AIエージェントの承認プロンプトはいつセキュリティ境界となるのか?
セキュリティ研究者がオープンソースのAIプロジェクトHermes Agentに対して3つの承認バイパス脆弱性を報告したところ、プロジェクト側は報告受理後にセキュリティポリシーを変更し、承認プロンプトをセキュリティ境界ではないヒューリスティックと再定義して報告をクローズした。本記事は、業界内での承認プロンプトのセキュリティ上の役割に関する不一致を議論し、デフォルトデプロイメントにおいて人間による確認ステップがセキュリティ管理なのか利便性なのかという重要な問題を提起する。
セキュリティ研究者が最近、オープンソースのAIエージェントプロジェクトHermes Agent(Nous Research開発)に関する3つのセキュリティ発見を開示しました。これらの発見は、AIエージェントの承認プロンプトに存在する潜在的なセキュリティ脆弱性を明らかにしています。しかし、プロジェクト側は報告受理後にセキュリティポリシーを変更し、これらの発見を範囲外として再分類したため、AIエージェントのセキュリティ境界の定義に関する業界の議論を引き起こしています。
研究者によると、Hermes Agentの承認システムは危険なコマンドの実行を防ぐことを目的としていますが、3つのバイパス方法が存在します。まず、オプションの「スマート」承認モードでは、2番目の大規模言語モデルがフラグ付きコマンドを判断しますが、入力されたコマンドがレビューモデルのプロンプトに直接挿入され、セマンティックな分離がないため、注入されたテキストがモデルを欺いて危険な操作を承認させる可能性があります。次に、エージェントの起動フックディレクトリ内のPythonファイルは、登録や検証なしで起動時に自動実行されるため、プロンプトインジェクションにより、攻撃者は承認をトリガーせずに悪意のあるファイルを書き込み、次回起動時に任意のコードを実行できます。最後に、承認システムの検出メカニズムは、解析されたトークンではなく元のコマンド文字列の正規表現マッチングに基づいているため、攻撃者は引用符、変数間接参照、代替シェルバイナリなどを使用して検出を簡単にバイパスし、同じ危険な操作を実行できます。

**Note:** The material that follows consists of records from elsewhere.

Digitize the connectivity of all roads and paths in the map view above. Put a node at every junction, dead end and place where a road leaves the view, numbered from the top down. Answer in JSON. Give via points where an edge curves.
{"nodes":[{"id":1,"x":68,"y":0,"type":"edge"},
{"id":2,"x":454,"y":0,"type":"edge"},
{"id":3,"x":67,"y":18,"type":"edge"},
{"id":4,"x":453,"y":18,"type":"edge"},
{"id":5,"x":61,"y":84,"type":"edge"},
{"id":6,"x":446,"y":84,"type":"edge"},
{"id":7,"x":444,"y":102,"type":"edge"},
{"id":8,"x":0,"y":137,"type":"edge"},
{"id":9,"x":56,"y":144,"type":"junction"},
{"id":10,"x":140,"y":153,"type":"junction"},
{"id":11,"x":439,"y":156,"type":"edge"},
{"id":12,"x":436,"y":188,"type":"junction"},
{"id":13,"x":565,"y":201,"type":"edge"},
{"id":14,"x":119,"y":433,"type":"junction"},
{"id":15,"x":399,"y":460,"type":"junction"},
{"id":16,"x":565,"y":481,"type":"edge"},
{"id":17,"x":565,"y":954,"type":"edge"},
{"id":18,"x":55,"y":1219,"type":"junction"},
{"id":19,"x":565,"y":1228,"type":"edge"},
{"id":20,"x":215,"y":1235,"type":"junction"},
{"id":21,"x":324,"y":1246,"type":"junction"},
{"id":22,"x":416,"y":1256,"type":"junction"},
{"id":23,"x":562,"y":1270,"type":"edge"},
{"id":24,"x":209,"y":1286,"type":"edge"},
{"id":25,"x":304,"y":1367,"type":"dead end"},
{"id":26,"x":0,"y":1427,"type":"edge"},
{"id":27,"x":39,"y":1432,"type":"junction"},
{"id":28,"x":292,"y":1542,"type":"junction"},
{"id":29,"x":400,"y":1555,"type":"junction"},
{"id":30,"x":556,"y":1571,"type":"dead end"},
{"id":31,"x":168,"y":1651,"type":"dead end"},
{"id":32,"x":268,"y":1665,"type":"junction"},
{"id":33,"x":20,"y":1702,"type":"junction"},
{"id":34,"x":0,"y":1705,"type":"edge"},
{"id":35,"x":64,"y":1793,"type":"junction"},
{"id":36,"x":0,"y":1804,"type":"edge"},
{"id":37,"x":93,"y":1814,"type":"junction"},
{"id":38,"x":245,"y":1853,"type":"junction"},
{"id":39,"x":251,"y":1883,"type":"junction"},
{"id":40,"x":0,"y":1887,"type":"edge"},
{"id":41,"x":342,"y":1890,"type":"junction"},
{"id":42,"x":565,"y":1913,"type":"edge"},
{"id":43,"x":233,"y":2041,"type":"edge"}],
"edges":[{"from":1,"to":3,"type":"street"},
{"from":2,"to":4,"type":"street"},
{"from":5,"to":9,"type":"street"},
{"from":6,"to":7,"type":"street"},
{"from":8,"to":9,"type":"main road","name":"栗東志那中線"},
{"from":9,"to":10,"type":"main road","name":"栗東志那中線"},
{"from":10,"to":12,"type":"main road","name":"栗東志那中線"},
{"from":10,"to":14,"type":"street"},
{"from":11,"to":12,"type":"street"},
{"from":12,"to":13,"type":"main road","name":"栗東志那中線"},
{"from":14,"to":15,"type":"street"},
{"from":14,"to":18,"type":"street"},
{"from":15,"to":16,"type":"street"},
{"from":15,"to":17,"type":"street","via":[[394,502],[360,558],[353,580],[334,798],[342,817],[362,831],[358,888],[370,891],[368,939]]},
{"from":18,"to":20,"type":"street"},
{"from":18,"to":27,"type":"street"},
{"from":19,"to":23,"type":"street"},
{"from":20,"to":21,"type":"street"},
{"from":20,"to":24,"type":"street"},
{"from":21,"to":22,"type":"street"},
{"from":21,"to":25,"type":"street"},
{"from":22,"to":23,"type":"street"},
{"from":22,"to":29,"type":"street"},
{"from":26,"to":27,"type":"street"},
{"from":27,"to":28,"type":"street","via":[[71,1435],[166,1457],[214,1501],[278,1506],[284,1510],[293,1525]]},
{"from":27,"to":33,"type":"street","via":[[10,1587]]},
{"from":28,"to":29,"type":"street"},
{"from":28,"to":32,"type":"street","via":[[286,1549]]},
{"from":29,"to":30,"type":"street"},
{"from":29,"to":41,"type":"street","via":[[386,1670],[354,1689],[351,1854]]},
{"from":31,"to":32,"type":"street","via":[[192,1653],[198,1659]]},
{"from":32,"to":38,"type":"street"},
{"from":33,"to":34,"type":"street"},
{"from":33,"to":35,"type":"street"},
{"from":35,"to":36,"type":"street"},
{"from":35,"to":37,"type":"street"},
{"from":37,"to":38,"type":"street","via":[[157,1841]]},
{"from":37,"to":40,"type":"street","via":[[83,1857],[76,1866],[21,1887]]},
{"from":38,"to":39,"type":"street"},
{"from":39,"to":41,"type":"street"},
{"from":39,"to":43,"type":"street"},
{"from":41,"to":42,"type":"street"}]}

研究者が報告を提出した時点では、プロジェクトのセキュリティポリシーは承認システムを「中核的なセキュリティ境界」と明示し、「承認システムの具体的なバイパスをもたらすプロンプトインジェクション」を範囲内としていました。しかし、6日後にポリシーは書き換えられ、承認プロンプトは非境界のヒューリスティックと再定義され、関連条項が削除されました。研究者の報告はその後、範囲外としてクローズされましたが、プロジェクト側はポリシー変更について言及しませんでした。
この出来事は、業界内の不一致を浮き彫りにしています。例えば、AnthropicはClaude Codeで同様のコマンド解析エラーを高危険度の脆弱性(CVE-2026-24887)と評価し、修正をリリースしましたが、同社もサンドボックスを真のセキュリティ境界として推奨しています。同じクラスのバグに対して2つの主要プロジェクトが全く異なる結論に達したことは、「サンドボックスが真の境界である」という立場と「承認バイパスは脆弱性である」という立場が相互排他的ではないことを示しています。
研究者は、これらの脆弱性がサンドボックスなしのデフォルトのローカルバックエンド構成において重要であると強調しています。AIエージェントが実際のシェルアクセスを獲得するにつれて、人間による確認ステップがセキュリティ制御なのか利便性なのかという問題は、どの脆弱性が修正され、CVEが割り当てられ、あるいはクローズされるかを決定する実際的な問題となります。